Daniel Bonnin est né le 19 mars 1907 à Potonnier commune de Loubillé dans les Deux-Sèvres. Il entre en 1921 au petit séminaire de Montmorillon, puis en 1927 au grand séminaire de Poitiers. En 1938, il est nommé curé de Smarves dans la Vienne près de Poitiers où il fréquente l’université et obtient une licence de lettres classiques et des certificats de philosophie.

Mobilisé en 1940, il n’accepte pas l’armistice. Il est appréhendé une première fois pour avoir tenu tête à des officiers allemands et purge trois semaines de prison à la Pierre-Levée.
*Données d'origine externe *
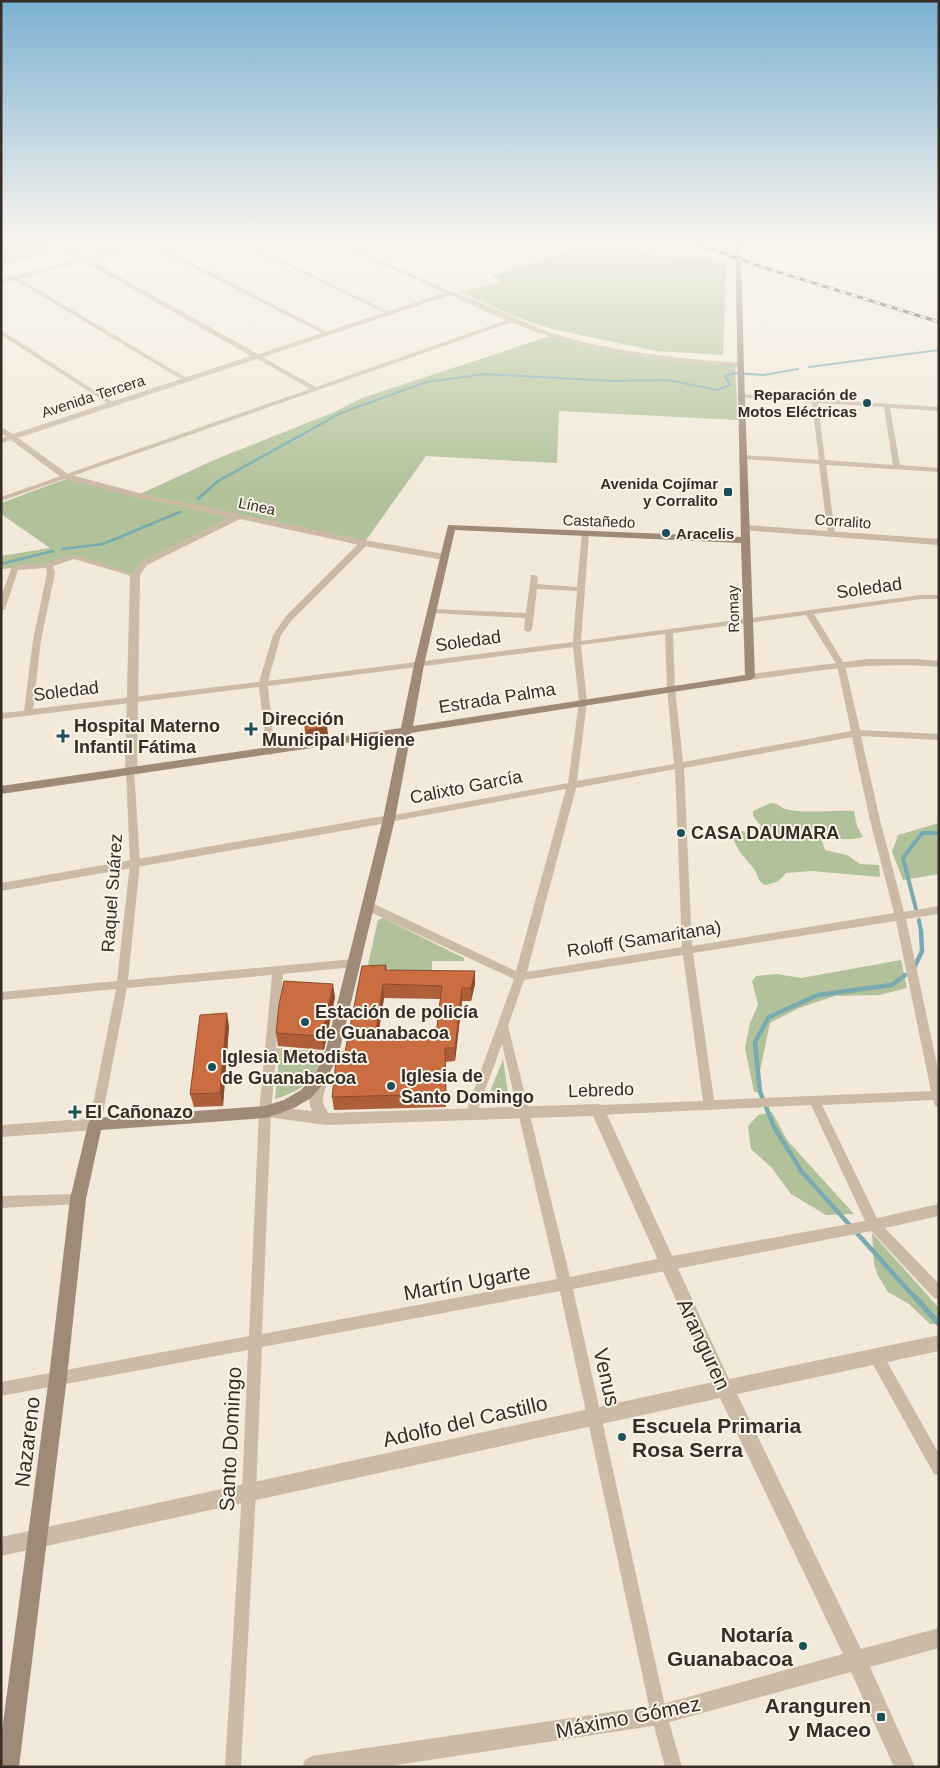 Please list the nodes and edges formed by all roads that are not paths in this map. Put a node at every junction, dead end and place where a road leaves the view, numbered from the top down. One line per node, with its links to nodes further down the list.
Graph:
1 (93, 325): 12 (street)
2 (200, 325): 10 (street)
3 (310, 325): 9 (street)
4 (357, 325): 9 (street, Avenida Tercera)
5 (500, 325): 13 (street)
6 (521, 325): 11 (street)
7 (739, 325): 11 (main road, Romay)
8 (1, 332): 16 (street)
9 (328, 334): 10 (street, Avenida Tercera)
10 (258, 357): 12 (street, Avenida Tercera); 13 (street)
11 (740, 370): 14 (main road, Romay)
12 (186, 380): 16 (street, Avenida Tercera)
13 (314, 389): 26 (street)
14 (740, 396): 15 (street); 22 (main road, Romay)
15 (815, 402): 17 (street); 23 (street)
16 (112, 404): 20 (street, Avenida Tercera)
17 (887, 406): 18 (street); 24 (street)
18 (939, 409)
19 (1, 429): 20 (street)
20 (12, 437): 21 (street, Avenida Tercera); 26 (street)
21 (1, 440)
22 (743, 457): 23 (street); 29 (main road, Romay)
23 (823, 462): 24 (street); 31 (street)
24 (897, 467): 25 (street)
25 (939, 470)
26 (65, 476): 27 (street); 28 (street, Línea)
27 (1, 498)
28 (240, 516): 34 (street, Línea); 37 (street)
29 (745, 528): 31 (street, Corralito); 32 (main road, Romay)
30 (585, 534): 32 (main road, Castañedo); 35 (main road, Castañedo); 40 (street)
31 (831, 534): 33 (street, Corralito)
32 (745, 540): 46 (main road, Romay)
33 (939, 542)
34 (364, 543): 35 (street, Línea); 54 (street)
35 (444, 557): 43 (main road)
36 (49, 565): 37 (street); 42 (street); 58 (street)
37 (134, 575): 56 (street, Raquel Suárez)
38 (534, 577): 39 (street)
39 (533, 586): 40 (street); 45 (street)
40 (579, 589): 49 (street)
41 (939, 597): 44 (street, Soledad)
42 (1, 609)
43 (432, 611): 45 (street); 50 (main road)
44 (809, 613): 46 (street, Soledad); 52 (street)
45 (530, 616): 47 (street)
46 (748, 621): 48 (street, Soledad); 53 (main road, Romay)
47 (528, 630)
48 (669, 631): 49 (street, Soledad); 55 (street)
49 (577, 643): 50 (street, Soledad); 57 (street)
50 (419, 664): 54 (street, Soledad); 60 (main road)
51 (939, 664): 52 (street, Estrada Palma)
52 (841, 665): 53 (street, Estrada Palma); 61 (street)
53 (750, 677): 55 (main road, Estrada Palma)
54 (263, 683): 56 (street, Soledad); 63 (street)
55 (671, 688): 57 (main road, Estrada Palma); 64 (street)
56 (131, 699): 58 (street, Soledad); 65 (street, Raquel Suárez)
57 (584, 702): 60 (main road, Estrada Palma); 66 (street)
58 (28, 712): 59 (street, Soledad)
59 (1, 716)
60 (407, 731): 63 (main road, Estrada Palma); 68 (main road)
61 (857, 733): 62 (street, Calixto García); 64 (street, Calixto García); 73 (street)
62 (939, 737)
63 (271, 752): 65 (main road, Estrada Palma)
64 (679, 764): 66 (street, Calixto García); 74 (street)
65 (131, 772): 67 (main road, Estrada Palma); 69 (street, Raquel Suárez)
66 (572, 785): 68 (street, Calixto García); 77 (street)
67 (1, 790)
68 (389, 819): 69 (street, Calixto García); 71 (main road)
69 (135, 863): 70 (street, Calixto García); 78 (street, Raquel Suárez)
70 (1, 887)
71 (368, 906): 75 (main road); 77 (street)
72 (939, 910): 73 (street, Roloff (Samaritana))
73 (900, 916): 74 (street, Roloff (Samaritana)); 84 (street)
74 (687, 949): 77 (street, Roloff (Samaritana)); 86 (street)
75 (354, 963): 76 (street); 82 (main road)
76 (278, 970): 78 (street); 81 (street, Santo Domingo)
77 (520, 977): 80 (street)
78 (122, 985): 79 (street); 92 (street, Raquel Suárez)
79 (1, 996)
80 (503, 1026): 88 (street, Venus); 90 (street)
81 (271, 1052): 82 (street); 89 (street, Santo Domingo)
82 (331, 1056): 83 (main road)
83 (322, 1076): 89 (main road); 91 (street)
84 (938, 1098): 85 (street, Lebredo)
85 (814, 1100): 86 (street, Lebredo); 97 (street)
86 (709, 1104): 87 (street, Lebredo)
87 (598, 1110): 88 (street, Lebredo); 98 (street, Aranguren)
88 (522, 1111): 90 (street, Lebredo); 99 (street, Venus)
89 (265, 1112): 91 (street, Lebredo); 92 (main road); 101 (street, Santo Domingo)
90 (472, 1112): 91 (street, Lebredo)
91 (326, 1119)
92 (95, 1124): 93 (street); 94 (main road, Nazareno)
93 (1, 1131)
94 (78, 1199): 95 (street); 104 (main road, Nazareno)
95 (1, 1202)
96 (939, 1210): 97 (street, Martín Ugarte)
97 (868, 1225): 98 (street, Martín Ugarte); 100 (street)
98 (667, 1262): 99 (street, Martín Ugarte); 105 (street, Aranguren)
99 (565, 1284): 101 (street, Martín Ugarte); 107 (street, Venus)
100 (939, 1294)
101 (256, 1340): 104 (street, Martín Ugarte); 109 (street, Santo Domingo)
102 (939, 1343): 103 (street, Adolfo del Castillo)
103 (876, 1356): 105 (street, Adolfo del Castillo); 108 (street)
104 (58, 1377): 106 (street, Martín Ugarte); 110 (main road, Nazareno)
105 (724, 1388): 107 (street, Adolfo del Castillo); 113 (street, Aranguren)
106 (1, 1389)
107 (594, 1416): 109 (street, Adolfo del Castillo); 114 (street, Venus)
108 (939, 1470)
109 (249, 1492): 110 (street, Adolfo del Castillo); 116 (street, Santo Domingo)
110 (36, 1539): 111 (street, Adolfo del Castillo); 115 (main road, Nazareno)
111 (1, 1547)
112 (939, 1638): 113 (street, Máximo Gómez)
113 (857, 1662): 114 (street, Máximo Gómez); 119 (street, Aranguren)
114 (659, 1715): 117 (street, Máximo Gómez); 118 (street, Venus)
115 (8, 1767)
116 (233, 1767)
117 (312, 1767)
118 (674, 1767)
119 (905, 1767)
En 1941, il entre dans le réseau clandestin que Louis Renard est en train de constituer dans la Vienne et qu’il cherche à étendre dans le département voisin, les Deux-Sèvres. L’Abbé Bonnin recrute des patriotes dans sa localité et donne des renseignements sur les troupes allemandes. Il est arrêté le 30 septembre 1942 au presbytère alors qu’il allait dire la messe. Transféré à Fresnes, il est classé dans la catégorie des « Nuits et Brouillads » par les Allemands et déporté « NN » dans le plus grand secret vers le camp spécial SS de Hinzert près de Trèves.

L’abbé Bonnin est le premier rudoyé et pris à partie dans des termes grossiers pour sa religion. Après quelques jours de quarantaine, il est employé avec trois autres prêtres du groupe à l’épluchage des pommes de terre. Resté gai, encourageant chacun, il devient vite populaire parmi les déportés, sa présence apportant calme et espoir. Il fait deux séjours au Revier, mais malgré la fièvre, il assiste deux amis dans leurs derniers moments.
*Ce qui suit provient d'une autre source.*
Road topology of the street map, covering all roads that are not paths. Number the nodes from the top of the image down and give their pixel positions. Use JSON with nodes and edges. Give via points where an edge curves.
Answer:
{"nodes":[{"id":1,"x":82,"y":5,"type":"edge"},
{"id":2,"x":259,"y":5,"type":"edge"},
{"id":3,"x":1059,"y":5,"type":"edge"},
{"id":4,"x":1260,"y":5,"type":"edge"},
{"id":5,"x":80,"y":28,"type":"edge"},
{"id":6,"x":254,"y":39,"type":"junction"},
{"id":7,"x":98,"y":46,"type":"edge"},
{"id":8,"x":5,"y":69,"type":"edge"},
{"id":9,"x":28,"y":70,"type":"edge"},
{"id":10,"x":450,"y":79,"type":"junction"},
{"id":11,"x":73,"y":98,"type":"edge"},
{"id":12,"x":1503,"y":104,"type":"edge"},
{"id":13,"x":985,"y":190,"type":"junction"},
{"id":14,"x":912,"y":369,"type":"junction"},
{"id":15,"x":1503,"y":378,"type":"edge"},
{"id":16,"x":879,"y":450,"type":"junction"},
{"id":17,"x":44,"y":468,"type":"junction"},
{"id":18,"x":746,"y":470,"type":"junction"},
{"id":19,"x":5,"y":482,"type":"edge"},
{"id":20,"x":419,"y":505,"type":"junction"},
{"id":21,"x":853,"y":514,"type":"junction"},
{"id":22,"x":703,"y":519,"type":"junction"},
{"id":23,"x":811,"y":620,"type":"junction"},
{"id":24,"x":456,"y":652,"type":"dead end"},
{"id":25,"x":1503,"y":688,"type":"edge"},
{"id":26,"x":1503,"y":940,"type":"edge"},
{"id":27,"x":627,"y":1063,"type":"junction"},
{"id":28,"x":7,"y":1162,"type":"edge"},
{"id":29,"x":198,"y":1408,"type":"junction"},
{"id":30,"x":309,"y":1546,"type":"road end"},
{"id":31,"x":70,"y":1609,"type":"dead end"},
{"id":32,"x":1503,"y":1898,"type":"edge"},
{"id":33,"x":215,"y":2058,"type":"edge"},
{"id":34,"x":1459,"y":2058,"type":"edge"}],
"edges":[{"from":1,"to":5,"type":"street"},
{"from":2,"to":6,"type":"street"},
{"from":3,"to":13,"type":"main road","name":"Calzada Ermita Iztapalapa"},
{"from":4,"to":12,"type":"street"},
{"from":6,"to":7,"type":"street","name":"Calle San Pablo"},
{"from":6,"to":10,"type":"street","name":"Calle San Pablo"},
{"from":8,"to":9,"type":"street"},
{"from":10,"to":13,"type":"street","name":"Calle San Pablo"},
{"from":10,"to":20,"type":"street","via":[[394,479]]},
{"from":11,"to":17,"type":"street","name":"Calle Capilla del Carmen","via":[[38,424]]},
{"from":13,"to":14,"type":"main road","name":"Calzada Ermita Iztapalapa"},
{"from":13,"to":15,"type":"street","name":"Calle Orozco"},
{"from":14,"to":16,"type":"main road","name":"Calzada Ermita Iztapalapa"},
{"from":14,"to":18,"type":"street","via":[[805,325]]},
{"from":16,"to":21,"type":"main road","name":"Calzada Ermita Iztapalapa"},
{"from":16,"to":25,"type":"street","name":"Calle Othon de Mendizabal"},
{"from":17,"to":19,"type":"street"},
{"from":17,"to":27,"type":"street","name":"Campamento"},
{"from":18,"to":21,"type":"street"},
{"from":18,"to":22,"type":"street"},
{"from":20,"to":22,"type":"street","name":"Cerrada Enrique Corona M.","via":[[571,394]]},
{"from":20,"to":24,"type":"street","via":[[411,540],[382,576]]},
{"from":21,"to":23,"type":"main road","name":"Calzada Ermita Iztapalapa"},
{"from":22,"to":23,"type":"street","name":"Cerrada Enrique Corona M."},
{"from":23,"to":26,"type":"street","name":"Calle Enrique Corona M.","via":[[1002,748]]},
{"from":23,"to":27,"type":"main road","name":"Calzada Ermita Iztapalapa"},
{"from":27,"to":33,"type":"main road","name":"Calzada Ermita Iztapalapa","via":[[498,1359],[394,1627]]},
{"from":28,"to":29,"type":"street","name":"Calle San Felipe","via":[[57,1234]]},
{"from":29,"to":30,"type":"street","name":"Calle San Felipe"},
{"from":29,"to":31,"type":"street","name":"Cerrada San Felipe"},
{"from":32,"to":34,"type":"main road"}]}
En avril 1943, il est envoyé à la prison de Wolfenbüttel près de Brunswick. Pendant le voyage, bien que très fatigué, il étonne tout le monde par sa bonne humeur et sa foi chrétienne. Avec des camarades poitevins il partage la même cellule et peut lire et entretenir de longues conversations philosophiques ou littéraires avec certains, la vie étant plus « agréable qu’à Hinzert : pas de brutalité, le travail plus facile ».
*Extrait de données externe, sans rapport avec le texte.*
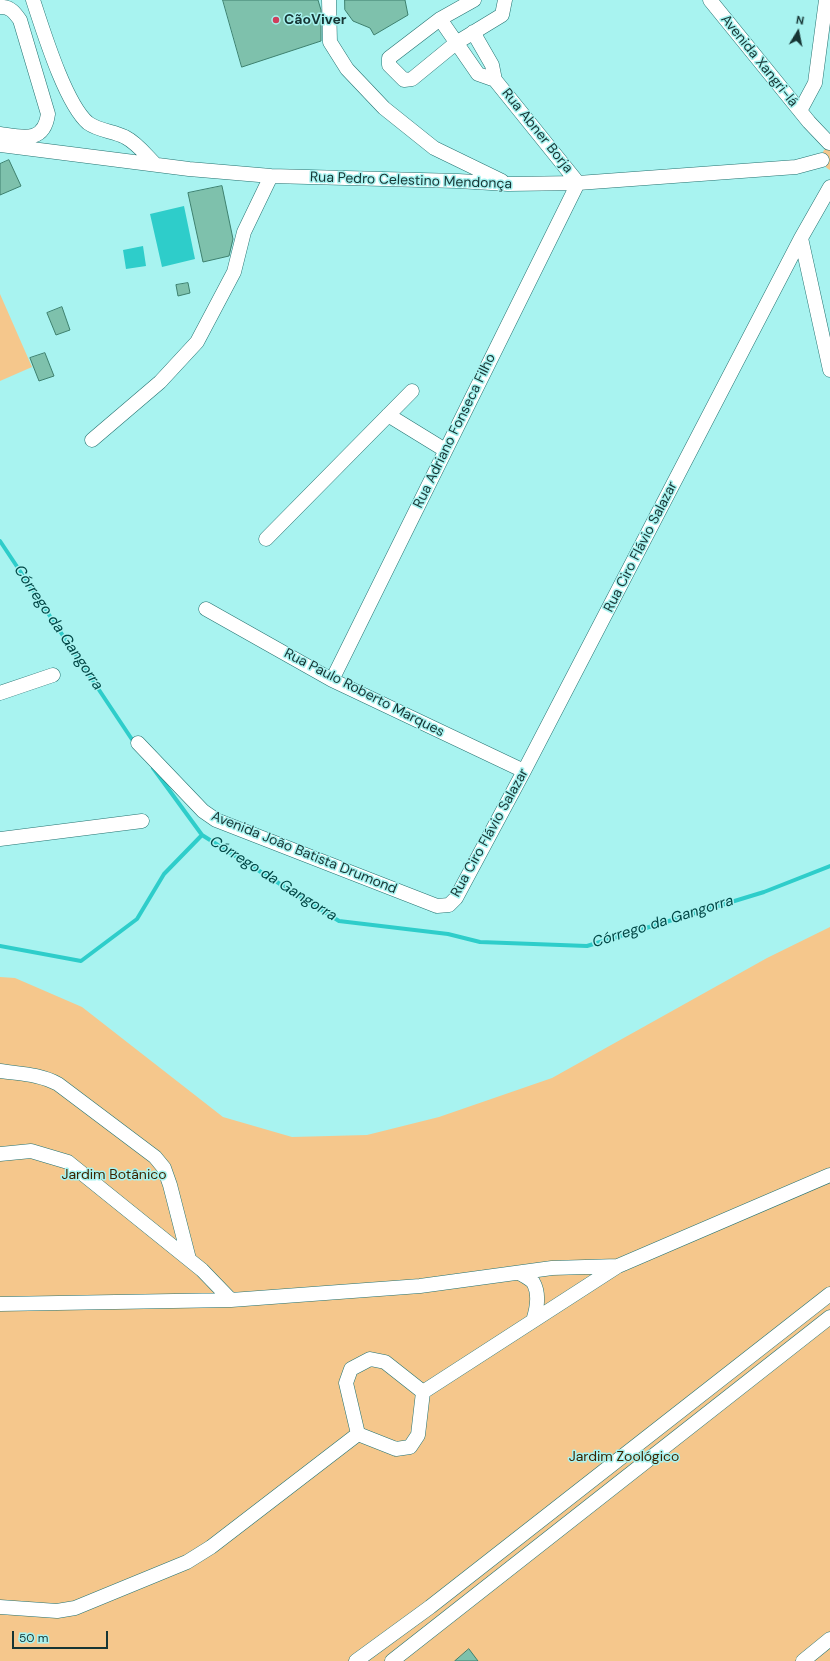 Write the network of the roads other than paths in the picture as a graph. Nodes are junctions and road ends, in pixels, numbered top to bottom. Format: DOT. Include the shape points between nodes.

En octobre 1943, il est transféré à Breslau et de là, envoyé à la sucrerie de Klettendorf où il travaille comme manœuvre. Il est l’homme de confiance de ses camarades sur lesquels il a une grande influence morale. Il est renvoyé le 15 décembre à la prison de Breslau où il reste en cellule. Le moral est élevé et, tous les dimanches a lieu une séance récréative : l’abbé Bonnin, dont la voix est superbe, chante. Le docteur Jacques Normand (réseau SR-Kléber) témoigne : « nous avons vécu dans cette cellule 308 de mars à septembre. Bien qu’il y eût plusieurs prêtres (quatre dont l’abbé Joseph de La Martinière) l’abbé Bonnin était considéré comme le curé de la cellule, c’est vous dire si son ascendant, même sur ses confrères, était grand. C’était lui qui disait la prière, le matin et le soir. […] Ses confrères le prenaient comme directeur spirituel ». Remplissant le rôle de Kalfaktor (il sert la soupe aux prisonniers), il peut approcher les autres détenus, ranimer les courages et donner l’espoir.

Après l’abrogation de la procédure « NN » en septembre 1944, l’abbé Bonnin est envoyé le 12 octobre 1944 au camp de concentration de Gross Rosen en Silésie. Le Block 22 où il est affecté, est entouré de barbelés et forme un camp spécial à l’intérieur du camp. La vie y est effroyable. Le Blockältester (le chef de Block) polonais déteste les Français et leur inflige constamment des brimades individuelles et collectives. Il leur vole leur nourriture ; ses camarades le choisissent pour élever une protestation officielle, il n’hésite pas mais ensuite, il est effroyablement frappé.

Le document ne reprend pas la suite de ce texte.